Encounters at the End of the World examines Antarctica.
Encounters at the End of the World examines Antarctica.

Encounters at the End of the World

Some say the world will end in fire, some — like Werner Herzog — say ice. Flying in the face of global warming, this profoundly idiosyncratic filmmaker leads an expedition, alternately comic and visionary, to the heart of coldness.

Herzog's Encounters at the End of the World chronicles his trip to Antarctica. The film is a personal travelogue, wintry in its humor and Nordic in its aggravated sense of impending doom, featuring the director as the intrepid, not entirely reliable tour guide.

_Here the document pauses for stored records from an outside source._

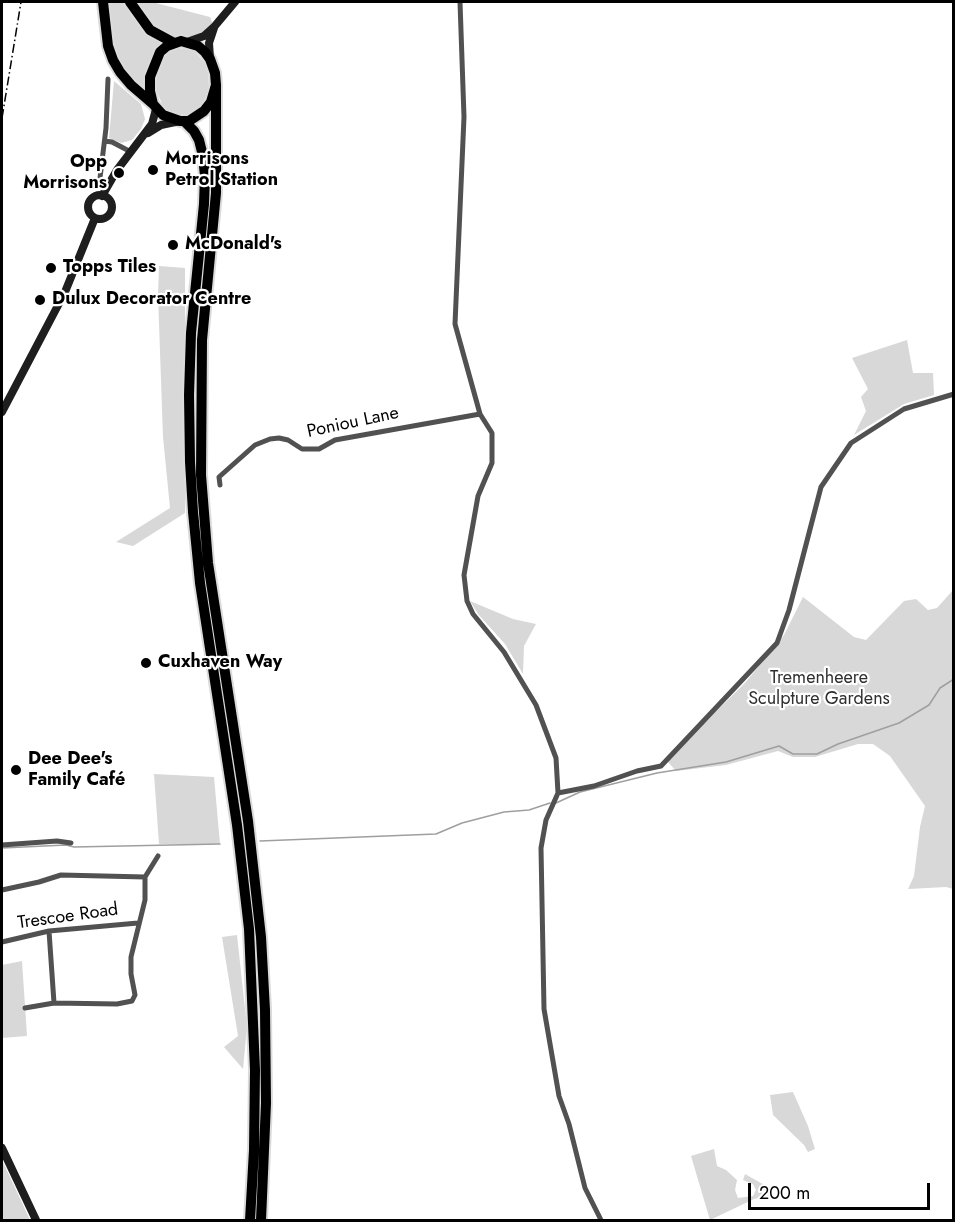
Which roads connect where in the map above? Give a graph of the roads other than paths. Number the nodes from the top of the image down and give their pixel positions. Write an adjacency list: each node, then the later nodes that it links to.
1 (103, 2): 11 (highway)
2 (130, 2): 7 (highway)
3 (236, 2): 5 (street)
4 (460, 2): 21 (street)
5 (214, 27): 6 (street); 8 (street)
6 (187, 42): 7 (highway); 8 (highway)
7 (174, 43): 11 (highway)
8 (210, 59): 10 (highway)
9 (108, 79): 14 (street)
10 (216, 85): 12 (highway); 37 (highway)
11 (155, 106): 12 (highway); 13 (street)
12 (182, 121): 13 (street); 36 (highway)
13 (145, 134): 15 (street)
14 (105, 141): 15 (street); 16 (street)
15 (131, 152): 17 (street)
16 (100, 178)
17 (102, 196): 18 (street); 18 (street)
18 (95, 218): 20 (street)
19 (954, 394): 23 (street)
20 (2, 412)
21 (480, 414): 22 (street, Poniou Lane); 23 (street)
22 (220, 485)
23 (558, 793): 38 (street)
24 (71, 843): 25 (street)
25 (2, 845)
26 (158, 856): 27 (street)
27 (145, 877): 28 (street); 29 (street)
28 (2, 890)
29 (138, 923): 30 (street, Trescoe Road); 32 (street)
30 (49, 931): 31 (street, Trescoe Road); 32 (street)
31 (2, 942)
32 (54, 1003): 33 (street)
33 (25, 1008)
34 (2, 1148): 35 (street)
35 (36, 1221)
36 (250, 1221)
37 (261, 1221)
38 (601, 1221)

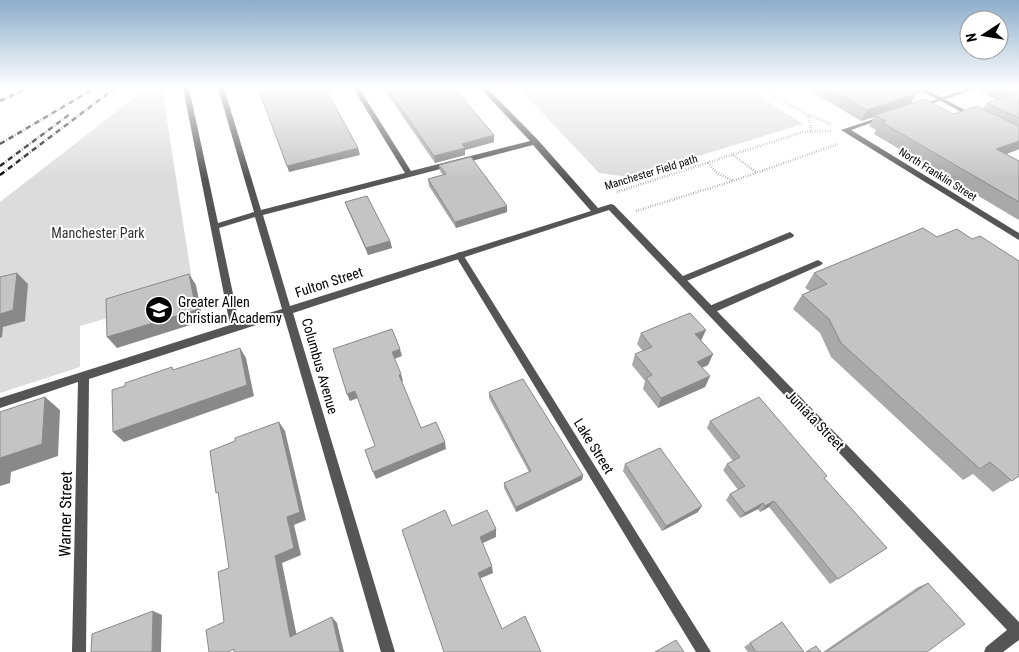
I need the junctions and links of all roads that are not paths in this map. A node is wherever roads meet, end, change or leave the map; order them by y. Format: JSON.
{"nodes":[{"id":1,"x":192,"y":118,"type":"edge"},
{"id":2,"x":230,"y":118,"type":"edge"},
{"id":3,"x":375,"y":118,"type":"edge"},
{"id":4,"x":512,"y":118,"type":"edge"},
{"id":5,"x":880,"y":118,"type":"edge"},
{"id":6,"x":977,"y":118,"type":"edge"},
{"id":7,"x":984,"y":122,"type":"edge"},
{"id":8,"x":535,"y":142,"type":"junction"},
{"id":9,"x":409,"y":174,"type":"junction"},
{"id":10,"x":611,"y":207,"type":"joint"},
{"id":11,"x":597,"y":212,"type":"junction"},
{"id":12,"x":259,"y":213,"type":"junction"},
{"id":13,"x":214,"y":227,"type":"junction"},
{"id":14,"x":790,"y":235,"type":"dead end"},
{"id":15,"x":1019,"y":237,"type":"edge"},
{"id":16,"x":459,"y":255,"type":"junction"},
{"id":17,"x":818,"y":263,"type":"dead end"},
{"id":18,"x":681,"y":280,"type":"junction"},
{"id":19,"x":288,"y":310,"type":"junction"},
{"id":20,"x":710,"y":310,"type":"junction"},
{"id":21,"x":235,"y":327,"type":"junction"},
{"id":22,"x":84,"y":376,"type":"junction"},
{"id":23,"x":0,"y":403,"type":"edge"},
{"id":24,"x":1018,"y":631,"type":"edge"},
{"id":25,"x":79,"y":652,"type":"edge"},
{"id":26,"x":388,"y":652,"type":"edge"},
{"id":27,"x":704,"y":652,"type":"edge"},
{"id":28,"x":991,"y":652,"type":"edge"}],
"edges":[{"from":1,"to":13,"type":"street"},
{"from":2,"to":12,"type":"street","name":"Columbus Avenue"},
{"from":3,"to":9,"type":"street"},
{"from":4,"to":8,"type":"street"},
{"from":5,"to":15,"type":"street","name":"North Franklin Street"},
{"from":6,"to":7,"type":"street"},
{"from":8,"to":9,"type":"street"},
{"from":8,"to":11,"type":"street"},
{"from":9,"to":12,"type":"street"},
{"from":10,"to":11,"type":"street","name":"Fulton Street"},
{"from":10,"to":18,"type":"street","name":"Juniata Street"},
{"from":11,"to":16,"type":"street","name":"Fulton Street"},
{"from":12,"to":13,"type":"street"},
{"from":12,"to":19,"type":"street","name":"Columbus Avenue"},
{"from":13,"to":21,"type":"street"},
{"from":14,"to":18,"type":"street"},
{"from":16,"to":19,"type":"street","name":"Fulton Street"},
{"from":16,"to":27,"type":"street","name":"Lake Street"},
{"from":17,"to":20,"type":"street"},
{"from":18,"to":20,"type":"street","name":"Juniata Street"},
{"from":19,"to":21,"type":"street","name":"Fulton Street"},
{"from":19,"to":26,"type":"street","name":"Columbus Avenue"},
{"from":20,"to":24,"type":"street","name":"Juniata Street"},
{"from":21,"to":22,"type":"street","name":"Fulton Street"},
{"from":22,"to":23,"type":"street","name":"Fulton Street"},
{"from":22,"to":25,"type":"street","name":"Warner Street"},
{"from":24,"to":28,"type":"street"}]}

Perhaps because Herzog is approaching old-master status, Encounters at the End of the World skews toward the observational. The filmmaker seems at least as fascinated by other people's obsessions as his own. Taking an Antarctica-bound military plane out of New Zealand, he ponders his fellow travelers, wondering who they are and what they dream. And Encounters incorporates other people's material — namely, producer Henry Kaiser's unearthly under-the-ice-cap photography and archival footage made nearly a century ago, during the Shackleton expedition.

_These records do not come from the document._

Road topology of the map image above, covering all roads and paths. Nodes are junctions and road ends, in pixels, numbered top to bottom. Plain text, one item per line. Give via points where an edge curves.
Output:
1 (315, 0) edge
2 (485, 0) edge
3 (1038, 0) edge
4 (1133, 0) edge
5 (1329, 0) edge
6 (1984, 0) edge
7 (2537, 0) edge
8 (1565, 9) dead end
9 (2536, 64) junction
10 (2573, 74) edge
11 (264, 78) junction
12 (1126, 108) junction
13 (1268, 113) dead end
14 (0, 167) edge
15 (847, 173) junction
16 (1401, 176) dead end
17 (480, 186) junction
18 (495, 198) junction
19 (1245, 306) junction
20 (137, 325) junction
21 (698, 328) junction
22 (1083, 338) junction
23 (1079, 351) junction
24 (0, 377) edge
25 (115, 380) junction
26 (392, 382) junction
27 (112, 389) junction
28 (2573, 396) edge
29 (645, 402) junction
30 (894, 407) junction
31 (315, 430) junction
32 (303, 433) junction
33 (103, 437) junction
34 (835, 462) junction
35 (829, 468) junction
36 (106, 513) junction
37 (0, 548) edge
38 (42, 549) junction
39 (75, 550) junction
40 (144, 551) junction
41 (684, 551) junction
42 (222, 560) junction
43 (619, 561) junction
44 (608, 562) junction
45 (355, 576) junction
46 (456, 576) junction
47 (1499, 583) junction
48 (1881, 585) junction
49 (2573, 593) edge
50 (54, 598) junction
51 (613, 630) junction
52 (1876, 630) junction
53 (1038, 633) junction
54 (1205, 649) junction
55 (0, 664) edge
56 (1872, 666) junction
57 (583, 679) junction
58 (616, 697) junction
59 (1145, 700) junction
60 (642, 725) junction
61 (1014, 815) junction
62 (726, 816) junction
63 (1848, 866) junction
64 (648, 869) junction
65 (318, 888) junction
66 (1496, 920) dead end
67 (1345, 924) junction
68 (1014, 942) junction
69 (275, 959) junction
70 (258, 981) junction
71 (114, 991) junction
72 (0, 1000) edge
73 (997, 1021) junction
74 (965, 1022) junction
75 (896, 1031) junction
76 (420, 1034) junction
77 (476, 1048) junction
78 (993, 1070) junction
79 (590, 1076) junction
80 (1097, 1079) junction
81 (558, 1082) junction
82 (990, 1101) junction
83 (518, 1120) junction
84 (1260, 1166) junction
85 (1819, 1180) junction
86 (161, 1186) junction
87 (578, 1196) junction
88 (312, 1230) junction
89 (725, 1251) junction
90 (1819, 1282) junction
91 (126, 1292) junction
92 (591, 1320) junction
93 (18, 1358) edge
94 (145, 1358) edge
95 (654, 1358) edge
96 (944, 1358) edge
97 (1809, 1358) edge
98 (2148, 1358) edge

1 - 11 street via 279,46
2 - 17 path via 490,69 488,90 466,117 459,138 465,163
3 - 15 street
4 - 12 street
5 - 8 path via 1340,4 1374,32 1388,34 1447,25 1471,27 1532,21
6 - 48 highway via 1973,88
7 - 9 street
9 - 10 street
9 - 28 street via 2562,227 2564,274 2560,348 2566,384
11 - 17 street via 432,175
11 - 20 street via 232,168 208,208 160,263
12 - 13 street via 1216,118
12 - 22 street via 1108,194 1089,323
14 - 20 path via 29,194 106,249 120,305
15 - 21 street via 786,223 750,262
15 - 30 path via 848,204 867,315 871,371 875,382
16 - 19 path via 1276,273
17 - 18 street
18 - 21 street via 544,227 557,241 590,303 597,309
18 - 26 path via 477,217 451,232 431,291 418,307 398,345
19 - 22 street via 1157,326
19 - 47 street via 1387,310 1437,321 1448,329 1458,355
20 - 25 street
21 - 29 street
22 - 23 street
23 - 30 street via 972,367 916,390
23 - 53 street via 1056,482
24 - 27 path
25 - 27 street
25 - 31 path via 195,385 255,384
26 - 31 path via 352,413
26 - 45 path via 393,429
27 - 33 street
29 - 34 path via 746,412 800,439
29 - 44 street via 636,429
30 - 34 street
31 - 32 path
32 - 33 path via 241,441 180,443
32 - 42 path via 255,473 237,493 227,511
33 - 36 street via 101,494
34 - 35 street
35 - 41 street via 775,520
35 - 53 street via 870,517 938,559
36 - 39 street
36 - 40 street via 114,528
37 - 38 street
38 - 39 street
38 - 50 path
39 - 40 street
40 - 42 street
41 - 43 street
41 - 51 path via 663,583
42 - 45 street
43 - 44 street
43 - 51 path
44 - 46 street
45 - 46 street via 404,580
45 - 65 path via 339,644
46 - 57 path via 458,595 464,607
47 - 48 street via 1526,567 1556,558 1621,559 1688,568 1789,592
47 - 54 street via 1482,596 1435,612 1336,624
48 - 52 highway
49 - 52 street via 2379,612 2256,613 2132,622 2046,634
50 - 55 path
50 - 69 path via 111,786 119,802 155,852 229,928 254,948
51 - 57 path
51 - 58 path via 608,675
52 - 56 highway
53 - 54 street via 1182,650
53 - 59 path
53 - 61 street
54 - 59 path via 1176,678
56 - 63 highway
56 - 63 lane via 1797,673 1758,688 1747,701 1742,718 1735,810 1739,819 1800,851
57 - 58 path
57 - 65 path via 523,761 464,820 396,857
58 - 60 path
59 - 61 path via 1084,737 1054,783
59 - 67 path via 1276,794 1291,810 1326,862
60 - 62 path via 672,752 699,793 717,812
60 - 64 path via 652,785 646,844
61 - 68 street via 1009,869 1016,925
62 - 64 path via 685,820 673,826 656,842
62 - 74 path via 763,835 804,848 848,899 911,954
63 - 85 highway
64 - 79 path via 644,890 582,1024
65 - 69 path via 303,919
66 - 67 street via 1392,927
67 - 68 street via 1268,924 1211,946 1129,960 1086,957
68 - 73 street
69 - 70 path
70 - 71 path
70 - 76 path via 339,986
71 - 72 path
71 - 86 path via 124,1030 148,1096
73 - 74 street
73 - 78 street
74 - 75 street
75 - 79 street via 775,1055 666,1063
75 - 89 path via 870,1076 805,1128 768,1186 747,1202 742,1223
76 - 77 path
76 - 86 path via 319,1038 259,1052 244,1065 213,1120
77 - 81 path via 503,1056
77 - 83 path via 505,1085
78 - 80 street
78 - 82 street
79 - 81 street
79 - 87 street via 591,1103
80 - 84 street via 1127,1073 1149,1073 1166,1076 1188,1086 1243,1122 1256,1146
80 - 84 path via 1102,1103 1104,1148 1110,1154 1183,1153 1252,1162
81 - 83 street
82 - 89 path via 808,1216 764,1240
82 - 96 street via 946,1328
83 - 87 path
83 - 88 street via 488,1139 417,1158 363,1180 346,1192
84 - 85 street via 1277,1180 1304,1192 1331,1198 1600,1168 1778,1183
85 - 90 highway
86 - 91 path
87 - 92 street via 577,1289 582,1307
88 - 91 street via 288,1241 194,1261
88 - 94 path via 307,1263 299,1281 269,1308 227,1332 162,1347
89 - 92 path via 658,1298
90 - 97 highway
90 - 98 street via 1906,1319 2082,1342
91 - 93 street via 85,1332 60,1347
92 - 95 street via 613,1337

Encounters at the End of the World

Written, directed and narrated by Werner Herzog.

As discovered (or scripted), the U.S. settlement at McMurdo Sound is populated by an assortment of geeks, vagabonds and loners — a plumber who displays elongated index fingers as evidence of his royal Aztec lineage, a guy looking to set a Guinness record in each continent, a middle-aged woman introduced with the words, "Back in the '80s, I took a garbage truck across Africa..."

Herzog amuses himself by documenting "white-out" training, with the would-be explorers running absurdly through the snow, buckets over their heads, as they drift completely off course. At last he escapes to a research camp where, the scientists tell him, the silence is so absolute that you can hear your heart beat — not to mention the Pink Floyd sounds with which the seals signal each other under the ice.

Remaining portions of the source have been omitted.